George Andrews Source: American Math. Monthly

‘The book is remarkable in many ways. It is comprehensive, at least, comprehensive to date. As is typical of most works on the subject, it is clearly and carefully written. While no book can conceivably incorporate all the important results, particularly those obtained in the last decade, many of them are included as exercises. And this is the feature all other books on the subject lack: a set of exercises. Each chapter is topped off by a challenging series of problems which lead the reader to recreate recent discoveries. Anyone who works even a small percentage of them will soon be an expert. A generous series of historical notes concludes each chapter. The book is user friendly in every respect. The book has two excellent Appendices which summarize the identities and summation formulas derived in the text, an exhaustive 25 page list of references, and a nontrivial index. Now anyone working in combinatorics, group representation theory, coding theory, and related fields will want to own it. Many physicists will find it bears directly on matters of interest to them. Computer scientists may find the book increasingly timely. Those who have refrained from entering the field because of the tortuous notation can now have untroubled access to its mysteries. I say, come in, the water’s fine.’

Jet Wimp Source: SIAM Review

‘This is an excellent and very informative book on the subject. After a gentle introduction to basic series and some special cases (such as the ‘q’-binomial theorem) the authors bring the reader up to the latest results on the general theory and its extensions, many such results are due to them. The exercises are utilized to include results that found no room in the detailed treatment. In addition to these exercises, notes at the end of each chapter point the reader to related topics. This alone makes the book an invaluable reference to those who are interested in basic series.’

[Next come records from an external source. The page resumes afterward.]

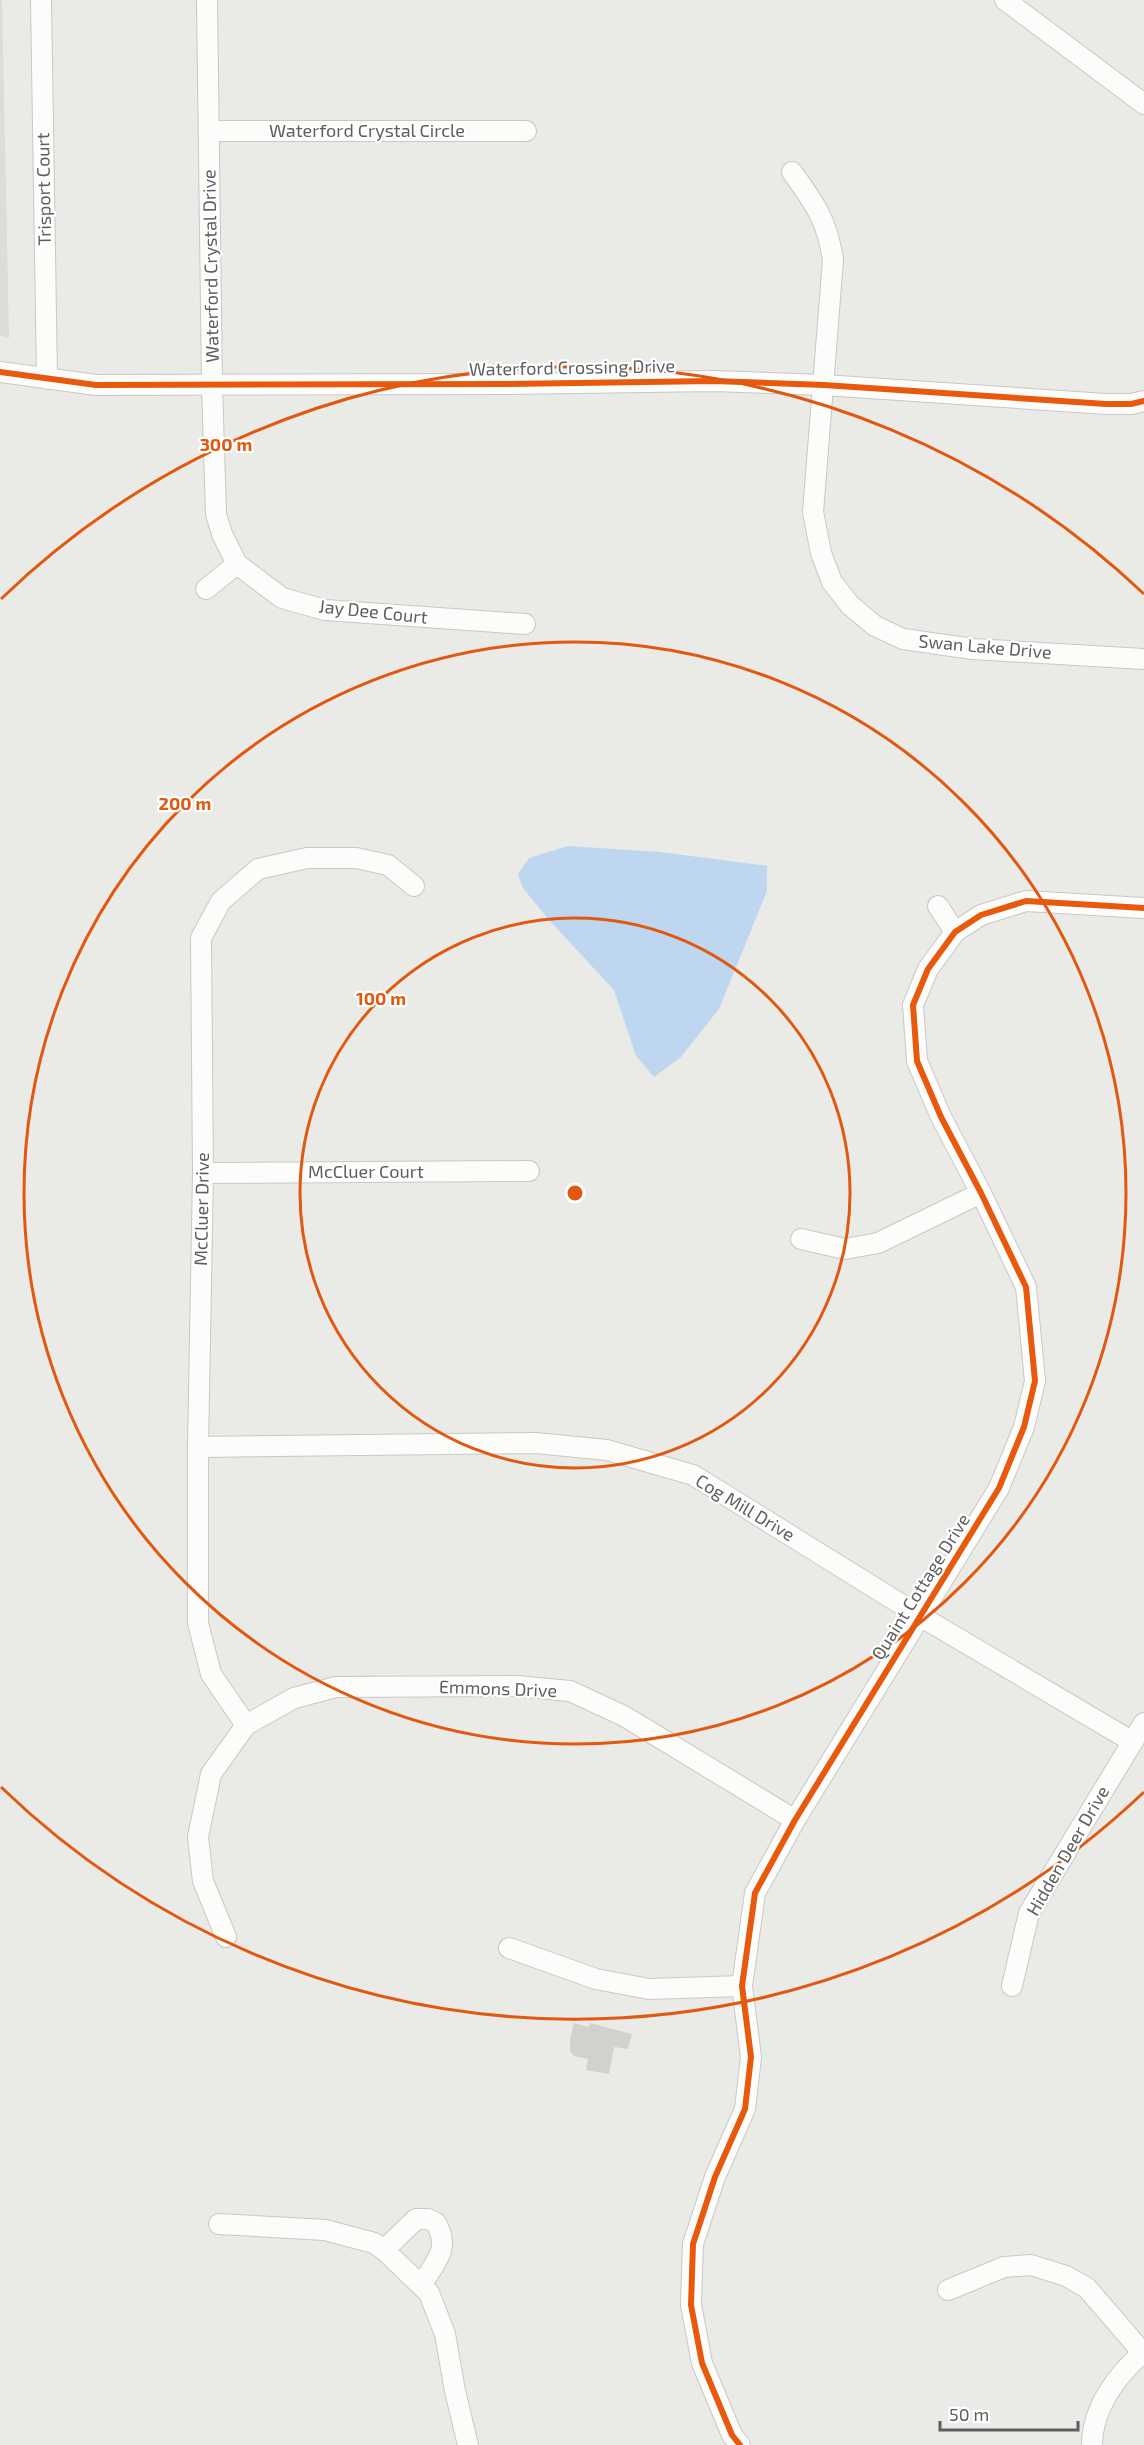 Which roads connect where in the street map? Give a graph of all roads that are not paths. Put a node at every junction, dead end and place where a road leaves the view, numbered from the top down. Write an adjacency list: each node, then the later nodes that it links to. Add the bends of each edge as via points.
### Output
1 (40, 0): 9 (street, Trisport Court)
2 (207, 0): 5 (street, Waterford Crystal Drive)
3 (1005, 0): 4 (street)
4 (1144, 104)
5 (209, 131): 6 (street, Waterford Crystal Circle); 10 (street, Waterford Crystal Drive)
6 (526, 131)
7 (792, 172): 11 (street, Swan Lake Drive, via 819,211 829,234 833,260)
8 (0, 372): 9 (street, Waterford Crossing Drive)
9 (47, 379): 10 (street, Waterford Crossing Drive, via 96,384)
10 (212, 385): 11 (street, Waterford Crossing Drive, via 714,381); 13 (street, Waterford Crystal Drive, via 216,514)
11 (824, 385): 12 (street, Waterford Crossing Drive, via 1106,404); 16 (street, Swan Lake Drive, via 813,512 821,553 832,582 850,605 875,626 903,639 973,649)
12 (1144, 401)
13 (237, 564): 14 (street); 15 (street, Jay Dee Court, via 282,598 325,610)
14 (206, 589)
15 (525, 624)
16 (1144, 659)
17 (414, 886): 22 (street, McCluer Drive, via 388,865 356,858 307,858 258,869 221,901 201,938)
18 (938, 906): 20 (street)
19 (1144, 908): 20 (street, Quaint Cottage Drive, via 1026,901 981,915)
20 (955, 932): 23 (street, Quaint Cottage Drive, via 928,969 914,1005 917,1061 941,1117)
21 (529, 1171): 22 (street, McCluer Court)
22 (203, 1173): 25 (street, McCluer Drive)
23 (981, 1192): 24 (street, via 878,1243 845,1249); 26 (street, Quaint Cottage Drive, via 1026,1287 1035,1381 1024,1427 999,1488)
24 (801, 1239)
25 (198, 1447): 26 (street, Cog Mill Drive, via 536,1443 607,1450 693,1475); 28 (street, McCluer Drive, via 198,1623 211,1674)
26 (920, 1616): 29 (street, Cog Mill Drive); 30 (street, Quaint Cottage Drive)
27 (1144, 1723): 29 (street, Hidden Deer Drive)
28 (246, 1725): 30 (street, Emmons Drive, via 294,1698 336,1687 517,1686 570,1691 624,1716); 31 (street, via 211,1774 198,1837 203,1881)
29 (1133, 1742): 34 (street, Hidden Deer Drive, via 1029,1913)
30 (795, 1820): 33 (street, Quaint Cottage Drive, via 755,1893)
31 (226, 1937)
32 (509, 1948): 33 (street, via 596,1979 649,1989)
33 (742, 1986): 41 (street, Quaint Cottage Drive, via 751,2057 745,2109 715,2177 693,2244 691,2305 702,2363 732,2435)
34 (1012, 1986)
35 (219, 2224): 36 (street, via 325,2230 374,2242)
36 (384, 2250): 37 (street); 37 (street, via 416,2219 436,2223 444,2241)
37 (422, 2284): 40 (street, via 445,2334)
38 (948, 2290): 39 (street, via 1004,2267 1030,2265 1066,2276 1087,2288)
39 (1143, 2352): 42 (street, via 1107,2392 1092,2432)
40 (468, 2445)
41 (740, 2445)
42 (1092, 2445)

Waleed A. Al-Salam Source: Math. Reviews

‘Thus the present book, devoted to ‘q’-hypergeometric series, appears at a very timely moment. The result is excellent. The first chapter presents a clear and elementary introduction to the subject. At the end of the book there are excellent indices and compendia of formulas.’

Tom H. Koornwinder Source: Bulletin of London Mathematical Society

‘… a very modern, self-contained, comprehensive and successful monograph, interesting and useful, for physicists as well as for mathematicians from various branches, who wish to learn about the subject.‘

Source: European Mathematical Society Newsletter